--- Information given ---
---+---
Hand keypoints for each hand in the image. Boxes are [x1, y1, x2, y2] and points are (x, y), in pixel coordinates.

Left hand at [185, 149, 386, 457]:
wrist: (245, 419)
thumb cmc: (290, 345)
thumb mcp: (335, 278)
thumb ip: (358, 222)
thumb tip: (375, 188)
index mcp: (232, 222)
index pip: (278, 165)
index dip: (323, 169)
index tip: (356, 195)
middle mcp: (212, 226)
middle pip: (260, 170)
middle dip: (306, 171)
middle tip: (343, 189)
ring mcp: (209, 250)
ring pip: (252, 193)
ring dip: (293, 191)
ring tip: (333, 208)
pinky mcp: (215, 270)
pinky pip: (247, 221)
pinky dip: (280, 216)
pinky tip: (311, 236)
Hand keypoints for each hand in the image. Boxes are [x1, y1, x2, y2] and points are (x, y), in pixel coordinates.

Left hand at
---+---
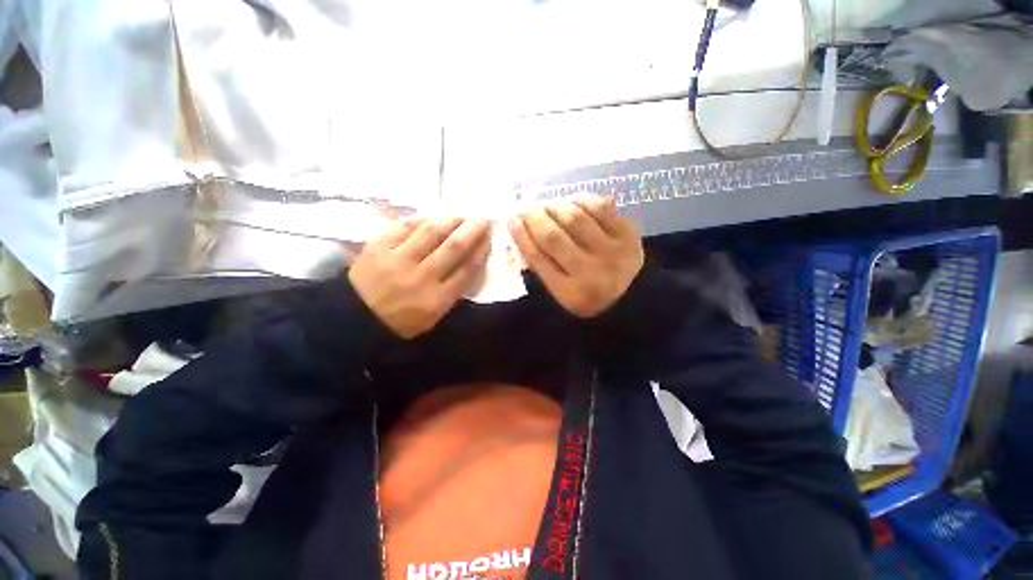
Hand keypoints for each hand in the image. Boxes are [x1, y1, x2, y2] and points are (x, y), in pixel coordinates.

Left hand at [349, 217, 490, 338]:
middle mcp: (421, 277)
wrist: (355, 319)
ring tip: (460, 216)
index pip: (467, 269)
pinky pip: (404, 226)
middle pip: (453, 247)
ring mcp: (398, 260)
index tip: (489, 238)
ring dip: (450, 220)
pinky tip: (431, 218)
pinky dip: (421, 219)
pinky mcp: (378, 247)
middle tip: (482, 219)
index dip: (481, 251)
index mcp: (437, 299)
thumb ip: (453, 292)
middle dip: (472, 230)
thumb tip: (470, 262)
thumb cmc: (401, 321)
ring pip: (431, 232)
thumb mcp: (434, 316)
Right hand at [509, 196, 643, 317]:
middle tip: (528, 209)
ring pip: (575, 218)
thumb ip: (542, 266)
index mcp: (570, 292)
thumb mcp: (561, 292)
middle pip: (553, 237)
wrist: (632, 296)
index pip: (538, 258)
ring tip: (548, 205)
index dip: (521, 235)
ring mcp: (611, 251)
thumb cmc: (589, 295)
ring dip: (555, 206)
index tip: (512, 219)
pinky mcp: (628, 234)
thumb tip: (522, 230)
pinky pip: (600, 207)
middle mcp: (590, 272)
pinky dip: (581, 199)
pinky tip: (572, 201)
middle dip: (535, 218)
---+---
--- Task to carry out ---
Your reply should be one number, namely how many lines of the material contain "pinky".

--- Problem solution ---
12